«Se ti senti meglio aiutami a pelare le patate. Devo preparare il pranzo. È tardi.»

La mamma cantando una melodia a bocca chiusa incrociò altra legna sulla brace e in breve riattizzò il fuoco, poi adagiò il calderone sul trespolo e soffiò forte per stimolare le fiamme. Gisèle riconobbe la melodia che sua madre stava mugolando, la stessa che cento volte l'aveva consolata. Scese dal letto, si avvolse nella vestaglia e scalza raggiunse la cucina. Si sedette sullo sgabello davanti al camino, afferrò una patata dal paiolo e cominciò a sbucciarla, gettando le bucce nel fuoco. La mamma continuava a cantare. Nel quadro della finestra il cielo si era fatto meno aggressivo e i cumuli nuvolosi più scuri si spostavano lentamente altrove.
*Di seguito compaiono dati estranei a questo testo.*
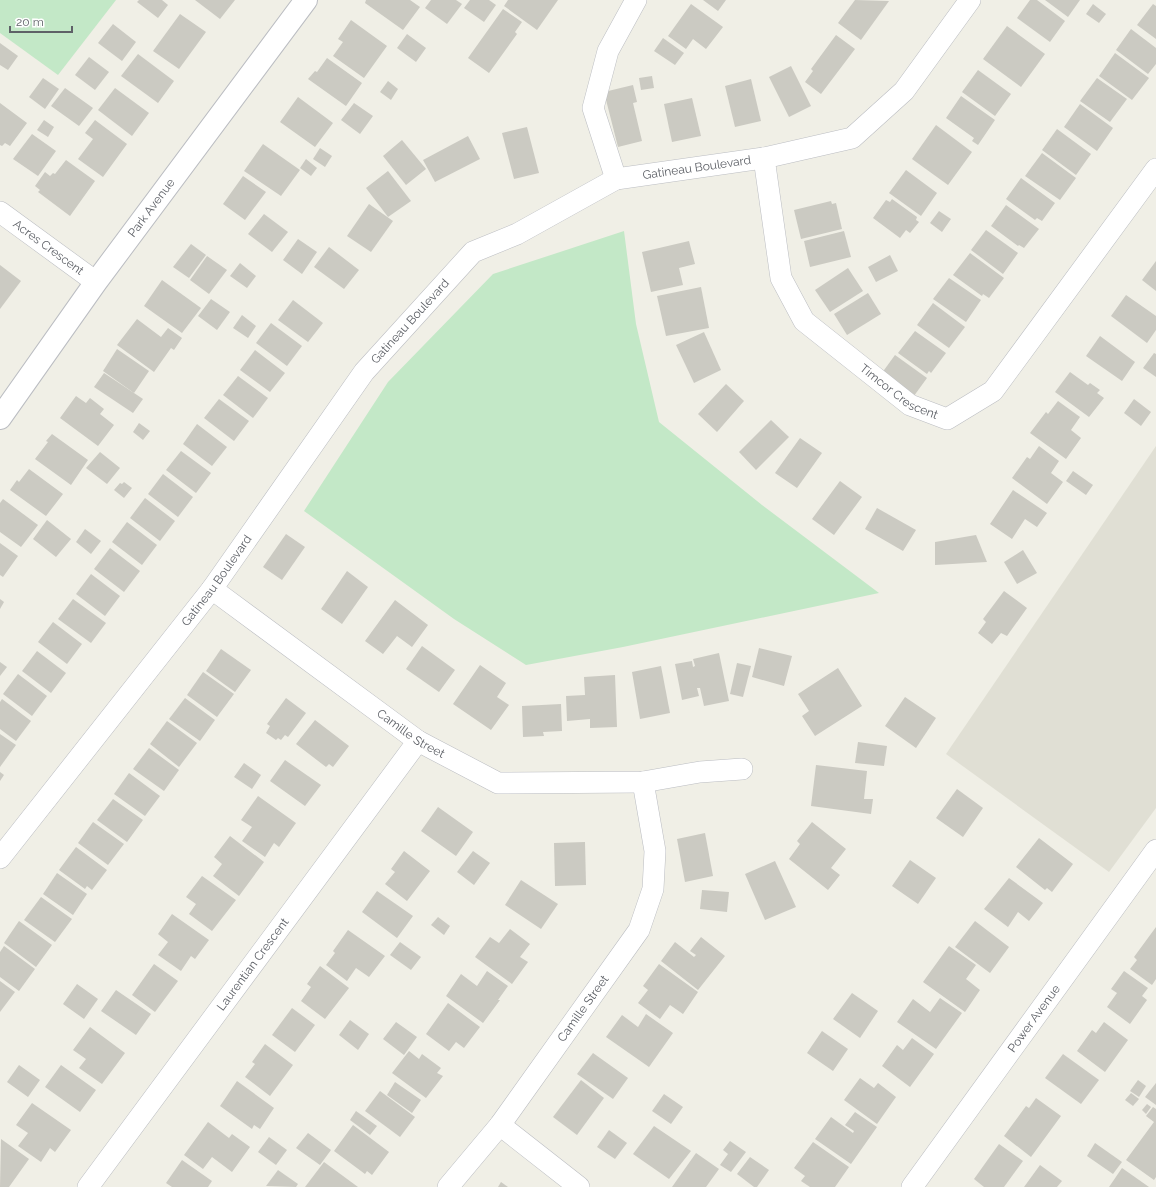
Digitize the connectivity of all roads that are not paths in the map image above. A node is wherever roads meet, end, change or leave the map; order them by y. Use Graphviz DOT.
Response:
graph roads {
  1 [pos="306,0"];
  2 [pos="636,0"];
  3 [pos="970,0"];
  4 [pos="764,158"];
  5 [pos="1156,168"];
  6 [pos="616,179"];
  7 [pos="0,212"];
  8 [pos="96,282"];
  9 [pos="0,418"];
  10 [pos="212,590"];
  11 [pos="418,741"];
  12 [pos="742,770"];
  13 [pos="643,782"];
  14 [pos="1156,850"];
  15 [pos="0,858"];
  16 [pos="500,1125"];
  17 [pos="88,1187"];
  18 [pos="448,1187"];
  19 [pos="579,1187"];
  20 [pos="912,1187"];
  1 -- 8 [label="street, Park Avenue"];
  2 -- 6 [label="street"];
  3 -- 4 [label="street, Gatineau Boulevard"];
  4 -- 5 [label="street, Timcor Crescent"];
  4 -- 6 [label="street, Gatineau Boulevard"];
  6 -- 10 [label="street, Gatineau Boulevard"];
  7 -- 8 [label="street, Acres Crescent"];
  8 -- 9 [label="street, Park Avenue"];
  10 -- 11 [label="street, Camille Street"];
  10 -- 15 [label="street, Gatineau Boulevard"];
  11 -- 13 [label="street, Camille Street"];
  11 -- 17 [label="street, Laurentian Crescent"];
  12 -- 13 [label="street, Camille Street"];
  13 -- 16 [label="street, Camille Street"];
  14 -- 20 [label="street, Power Avenue"];
  16 -- 18 [label="street, Camille Street"];
  16 -- 19 [label="street"];
}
La mamma si asciugò le mani con la parannanza, si avvicinò a Gisèle e poggiò un lungo bacio sulla sua fronte per sentirne la temperatura.

«Sei più fresca. Domani forse potrai tornare a scuola.»

Gisèle, continuando a sbucciare le patate, poggiò i piedi nudi sui mattoni caldi del camino e disse: «Pensi che a Emma stiano bene le mie scarpe?»

«Certo Gisèle, tua sorella sarà felice di avere finalmente scarpe nuove.»

Il bacio della madre, ancora per poco, restava fresco sulla fronte di Gisèle: leggero e volatile avrebbe presto portato via ogni inutile tormento.